TinyTokenizer 0.6.5
See the version list below for details.
dotnet add package TinyTokenizer --version 0.6.5
NuGet\Install-Package TinyTokenizer -Version 0.6.5
<PackageReference Include="TinyTokenizer" Version="0.6.5" />
<PackageVersion Include="TinyTokenizer" Version="0.6.5" />
<PackageReference Include="TinyTokenizer" />
paket add TinyTokenizer --version 0.6.5
#r "nuget: TinyTokenizer, 0.6.5"
#:package TinyTokenizer@0.6.5
#addin nuget:?package=TinyTokenizer&version=0.6.5
#tool nuget:?package=TinyTokenizer&version=0.6.5
TinyTokenizer
A high-performance, zero-allocation tokenizer library for .NET 8+ with SIMD-optimized character matching.
Features
- High performance — Zero-allocation parsing with SIMD-optimized
SearchValues<char> - TinyAst — Red-green syntax tree with fluent queries, editing, and undo/redo
- Schema system — Unified configuration for tokenization + syntax node definitions
- Syntax nodes — Pattern-based AST matching (function calls, property access, etc.)
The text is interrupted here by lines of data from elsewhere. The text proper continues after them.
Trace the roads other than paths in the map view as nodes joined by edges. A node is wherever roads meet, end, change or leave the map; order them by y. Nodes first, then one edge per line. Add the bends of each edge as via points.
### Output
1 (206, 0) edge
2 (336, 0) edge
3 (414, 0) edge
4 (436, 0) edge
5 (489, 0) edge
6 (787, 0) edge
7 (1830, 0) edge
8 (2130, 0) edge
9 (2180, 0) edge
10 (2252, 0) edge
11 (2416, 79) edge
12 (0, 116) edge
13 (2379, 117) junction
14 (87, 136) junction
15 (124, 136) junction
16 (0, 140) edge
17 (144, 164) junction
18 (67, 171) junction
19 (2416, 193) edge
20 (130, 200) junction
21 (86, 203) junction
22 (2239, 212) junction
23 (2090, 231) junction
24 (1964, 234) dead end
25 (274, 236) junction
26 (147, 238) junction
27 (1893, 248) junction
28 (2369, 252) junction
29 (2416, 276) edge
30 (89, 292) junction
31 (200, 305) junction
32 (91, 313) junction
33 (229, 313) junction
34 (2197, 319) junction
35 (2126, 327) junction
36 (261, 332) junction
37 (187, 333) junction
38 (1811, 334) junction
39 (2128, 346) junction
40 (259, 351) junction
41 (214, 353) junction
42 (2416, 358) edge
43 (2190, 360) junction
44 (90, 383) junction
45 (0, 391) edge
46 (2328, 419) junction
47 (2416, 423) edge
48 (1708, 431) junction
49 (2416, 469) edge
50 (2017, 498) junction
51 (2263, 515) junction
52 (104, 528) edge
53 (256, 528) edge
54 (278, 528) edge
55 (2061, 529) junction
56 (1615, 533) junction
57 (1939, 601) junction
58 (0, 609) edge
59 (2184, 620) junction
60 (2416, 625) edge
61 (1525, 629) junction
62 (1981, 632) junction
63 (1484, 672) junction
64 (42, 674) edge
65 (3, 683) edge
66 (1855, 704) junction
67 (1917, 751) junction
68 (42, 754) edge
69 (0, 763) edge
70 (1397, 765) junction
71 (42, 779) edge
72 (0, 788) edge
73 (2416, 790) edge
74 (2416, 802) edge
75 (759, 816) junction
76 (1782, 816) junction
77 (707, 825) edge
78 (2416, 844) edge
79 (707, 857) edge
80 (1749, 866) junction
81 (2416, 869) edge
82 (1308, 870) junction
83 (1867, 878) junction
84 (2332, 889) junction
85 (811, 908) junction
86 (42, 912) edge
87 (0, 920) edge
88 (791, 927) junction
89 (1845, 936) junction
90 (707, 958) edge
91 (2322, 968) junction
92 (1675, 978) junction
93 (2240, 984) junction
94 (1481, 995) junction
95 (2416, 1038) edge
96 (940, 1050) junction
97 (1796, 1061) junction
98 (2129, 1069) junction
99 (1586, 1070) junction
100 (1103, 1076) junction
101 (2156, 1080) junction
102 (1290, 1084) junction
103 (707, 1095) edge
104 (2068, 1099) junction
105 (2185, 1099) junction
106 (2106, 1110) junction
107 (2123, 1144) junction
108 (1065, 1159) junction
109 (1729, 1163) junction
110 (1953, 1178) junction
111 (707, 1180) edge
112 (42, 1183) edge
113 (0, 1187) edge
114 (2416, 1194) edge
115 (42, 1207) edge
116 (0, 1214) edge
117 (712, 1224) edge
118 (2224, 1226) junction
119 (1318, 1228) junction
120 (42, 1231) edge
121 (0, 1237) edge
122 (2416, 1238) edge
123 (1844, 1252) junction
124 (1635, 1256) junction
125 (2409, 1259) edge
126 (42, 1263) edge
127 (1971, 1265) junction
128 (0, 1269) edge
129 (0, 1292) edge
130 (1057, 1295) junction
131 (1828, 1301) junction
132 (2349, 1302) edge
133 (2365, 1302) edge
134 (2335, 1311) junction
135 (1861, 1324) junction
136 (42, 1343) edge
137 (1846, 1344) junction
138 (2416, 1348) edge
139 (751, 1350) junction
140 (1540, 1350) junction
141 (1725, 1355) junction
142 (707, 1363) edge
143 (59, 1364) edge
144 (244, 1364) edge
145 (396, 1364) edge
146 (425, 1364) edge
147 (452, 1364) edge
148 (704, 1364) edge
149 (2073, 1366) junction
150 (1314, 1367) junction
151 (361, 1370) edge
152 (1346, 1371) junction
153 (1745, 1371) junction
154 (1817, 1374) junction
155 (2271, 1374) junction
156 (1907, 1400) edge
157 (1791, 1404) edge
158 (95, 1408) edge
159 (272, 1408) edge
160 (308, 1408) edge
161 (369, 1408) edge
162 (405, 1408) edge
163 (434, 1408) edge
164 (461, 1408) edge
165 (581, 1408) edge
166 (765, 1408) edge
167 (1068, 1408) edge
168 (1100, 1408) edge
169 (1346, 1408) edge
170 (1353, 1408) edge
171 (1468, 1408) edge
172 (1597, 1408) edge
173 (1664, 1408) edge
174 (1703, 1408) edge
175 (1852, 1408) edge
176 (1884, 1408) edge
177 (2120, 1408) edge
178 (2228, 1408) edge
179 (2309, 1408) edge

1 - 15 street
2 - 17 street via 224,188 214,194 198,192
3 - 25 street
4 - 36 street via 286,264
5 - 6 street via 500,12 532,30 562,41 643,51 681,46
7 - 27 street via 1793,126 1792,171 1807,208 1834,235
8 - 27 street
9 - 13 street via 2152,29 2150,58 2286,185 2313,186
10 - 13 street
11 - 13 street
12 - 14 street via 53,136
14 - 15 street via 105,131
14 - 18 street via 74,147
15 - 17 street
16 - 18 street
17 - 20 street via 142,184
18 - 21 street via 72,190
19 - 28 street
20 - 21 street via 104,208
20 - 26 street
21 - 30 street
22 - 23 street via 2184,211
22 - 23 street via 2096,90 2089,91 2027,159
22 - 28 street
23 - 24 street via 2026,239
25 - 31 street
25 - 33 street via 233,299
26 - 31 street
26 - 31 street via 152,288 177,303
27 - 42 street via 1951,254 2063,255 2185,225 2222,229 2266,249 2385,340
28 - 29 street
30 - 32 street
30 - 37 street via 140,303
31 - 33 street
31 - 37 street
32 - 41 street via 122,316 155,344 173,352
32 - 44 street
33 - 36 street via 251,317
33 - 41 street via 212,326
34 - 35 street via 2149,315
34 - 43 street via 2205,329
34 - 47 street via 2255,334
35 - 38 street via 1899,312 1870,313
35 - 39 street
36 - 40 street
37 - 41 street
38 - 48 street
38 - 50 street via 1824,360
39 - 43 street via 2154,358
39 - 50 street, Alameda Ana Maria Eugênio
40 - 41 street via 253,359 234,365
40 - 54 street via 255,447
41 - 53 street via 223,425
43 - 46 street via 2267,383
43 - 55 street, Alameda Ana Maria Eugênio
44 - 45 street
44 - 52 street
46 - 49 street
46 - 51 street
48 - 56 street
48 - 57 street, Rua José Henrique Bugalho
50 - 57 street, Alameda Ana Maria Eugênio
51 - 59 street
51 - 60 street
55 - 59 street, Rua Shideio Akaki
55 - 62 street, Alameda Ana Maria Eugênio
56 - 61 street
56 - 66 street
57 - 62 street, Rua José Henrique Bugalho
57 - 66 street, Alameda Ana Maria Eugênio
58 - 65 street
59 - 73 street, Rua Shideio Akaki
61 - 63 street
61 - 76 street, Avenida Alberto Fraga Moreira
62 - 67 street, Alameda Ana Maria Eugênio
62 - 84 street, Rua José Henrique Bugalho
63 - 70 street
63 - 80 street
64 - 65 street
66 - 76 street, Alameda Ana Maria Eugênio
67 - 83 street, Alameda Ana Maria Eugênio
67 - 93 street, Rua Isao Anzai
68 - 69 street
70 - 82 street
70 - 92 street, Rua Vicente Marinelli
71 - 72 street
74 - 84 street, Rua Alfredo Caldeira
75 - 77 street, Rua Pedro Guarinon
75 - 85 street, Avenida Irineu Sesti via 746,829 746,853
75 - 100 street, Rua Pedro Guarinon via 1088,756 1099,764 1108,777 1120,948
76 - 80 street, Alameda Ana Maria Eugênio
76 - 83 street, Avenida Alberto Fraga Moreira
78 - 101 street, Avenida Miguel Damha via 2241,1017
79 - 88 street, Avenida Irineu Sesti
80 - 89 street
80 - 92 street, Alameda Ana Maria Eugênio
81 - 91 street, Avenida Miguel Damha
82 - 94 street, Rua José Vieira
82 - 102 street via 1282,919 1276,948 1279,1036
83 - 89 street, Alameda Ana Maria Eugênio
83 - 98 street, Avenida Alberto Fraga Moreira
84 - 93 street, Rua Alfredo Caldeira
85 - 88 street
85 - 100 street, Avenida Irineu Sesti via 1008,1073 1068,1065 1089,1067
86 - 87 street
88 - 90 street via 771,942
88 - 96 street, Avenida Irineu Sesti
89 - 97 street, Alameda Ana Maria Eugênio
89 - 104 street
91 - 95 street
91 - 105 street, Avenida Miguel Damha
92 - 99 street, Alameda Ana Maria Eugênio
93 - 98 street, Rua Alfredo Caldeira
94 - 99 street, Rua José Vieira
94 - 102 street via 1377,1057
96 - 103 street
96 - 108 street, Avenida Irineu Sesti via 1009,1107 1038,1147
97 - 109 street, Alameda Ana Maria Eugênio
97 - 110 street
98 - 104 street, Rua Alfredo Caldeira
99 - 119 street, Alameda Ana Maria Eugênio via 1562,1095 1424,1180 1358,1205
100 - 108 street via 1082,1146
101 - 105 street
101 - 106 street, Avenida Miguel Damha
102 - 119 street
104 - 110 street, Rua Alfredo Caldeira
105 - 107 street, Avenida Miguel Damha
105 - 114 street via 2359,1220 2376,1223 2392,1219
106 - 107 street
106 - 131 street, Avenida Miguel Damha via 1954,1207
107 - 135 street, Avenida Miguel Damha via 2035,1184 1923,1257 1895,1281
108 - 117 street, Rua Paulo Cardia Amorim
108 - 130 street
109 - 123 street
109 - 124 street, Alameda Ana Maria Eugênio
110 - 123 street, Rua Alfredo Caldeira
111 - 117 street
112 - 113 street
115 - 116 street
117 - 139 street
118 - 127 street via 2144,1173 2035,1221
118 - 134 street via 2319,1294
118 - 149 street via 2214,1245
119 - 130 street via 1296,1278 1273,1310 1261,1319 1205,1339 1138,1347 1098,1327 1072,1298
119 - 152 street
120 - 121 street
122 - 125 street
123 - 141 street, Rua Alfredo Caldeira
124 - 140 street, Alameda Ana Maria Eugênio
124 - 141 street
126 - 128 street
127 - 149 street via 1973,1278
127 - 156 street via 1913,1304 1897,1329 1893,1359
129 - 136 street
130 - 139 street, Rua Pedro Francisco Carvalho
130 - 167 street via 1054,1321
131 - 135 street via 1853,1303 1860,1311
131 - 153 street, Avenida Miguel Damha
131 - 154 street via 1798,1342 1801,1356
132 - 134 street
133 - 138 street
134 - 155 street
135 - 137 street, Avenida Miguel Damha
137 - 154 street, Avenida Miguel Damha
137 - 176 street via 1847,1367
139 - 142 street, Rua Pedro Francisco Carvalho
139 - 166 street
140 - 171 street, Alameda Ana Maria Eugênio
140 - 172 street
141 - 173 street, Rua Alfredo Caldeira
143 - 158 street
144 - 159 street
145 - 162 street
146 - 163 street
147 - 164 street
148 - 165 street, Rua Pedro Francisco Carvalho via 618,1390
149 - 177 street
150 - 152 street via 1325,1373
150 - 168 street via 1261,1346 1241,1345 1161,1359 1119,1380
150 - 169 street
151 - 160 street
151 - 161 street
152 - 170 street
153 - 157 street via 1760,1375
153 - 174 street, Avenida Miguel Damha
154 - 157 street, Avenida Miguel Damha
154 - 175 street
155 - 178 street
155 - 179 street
- TreeWalker — DOM-style filtered tree traversal
- Async streaming — Tokenize from
StreamandPipeReaderwithIAsyncEnumerable - Full tokenization — Blocks, strings, numbers, comments, operators, tagged identifiers
- Error recovery — Gracefully handles malformed input and continues parsing
Installation
dotnet add package TinyTokenizer
Or add a reference to the TinyTokenizer project in your solution.
Quick Start
using TinyTokenizer;
// Simple tokenization
var tokens = "func(a, b)".TokenizeToTokens();
// tokens contains:
// - IdentToken("func")
// - BlockToken("(a, b)") with children:
// - IdentToken("a")
// - SymbolToken(",")
// - WhitespaceToken(" ")
// - IdentToken("b")
// With options
var options = TokenizerOptions.Default
.WithCommentStyles(CommentStyle.CStyleSingleLine, CommentStyle.CStyleMultiLine);
var tokens = "x = 42; // comment".TokenizeToTokens(options);
TinyAst — Syntax Tree API
TinyTokenizer includes a syntax tree for efficient AST manipulation with fluent queries and undo/redo support.
Quick Start
using TinyTokenizer.Ast;
// Parse source into a syntax tree
var tree = SyntaxTree.Parse("function foo() { return 1; }");
// Query nodes
var idents = tree.Leaves.Where(l => l.Kind == NodeKind.Ident);
// Fluent mutations with undo support
tree.CreateEditor()
.Replace(Query.Ident("foo"), "bar") // Concise named query
.Insert(Query.BraceBlock.First().InnerStart(), "console.log('enter');")
.Commit();
// Undo/redo
tree.Undo();
tree.Redo();
Querying with NodeQuery
The Query static class provides a fluent CSS-like selector API:
using TinyTokenizer.Ast;
// Named queries (with specific text) - NEW concise API!
Query.Ident("main") // Identifier with text "main"
Query.Symbol(".") // Dot symbol
Query.Operator("=>") // Arrow operator
Query.Numeric("42") // Number literal "42"
// Any-kind queries (match any of that kind)
Query.AnyIdent // All identifiers
Query.AnyNumeric // All numbers
Query.AnyString // All strings
Query.AnyOperator // All operators
Query.AnySymbol // All symbols
Query.AnyTaggedIdent // All tagged identifiers
// Blocks
Query.BraceBlock // All { } blocks
Query.BracketBlock // All [ ] blocks
Query.ParenBlock // All ( ) blocks
Query.AnyBlock // Any block type
// Filters (use .WithText* when you need to filter an any-kind query)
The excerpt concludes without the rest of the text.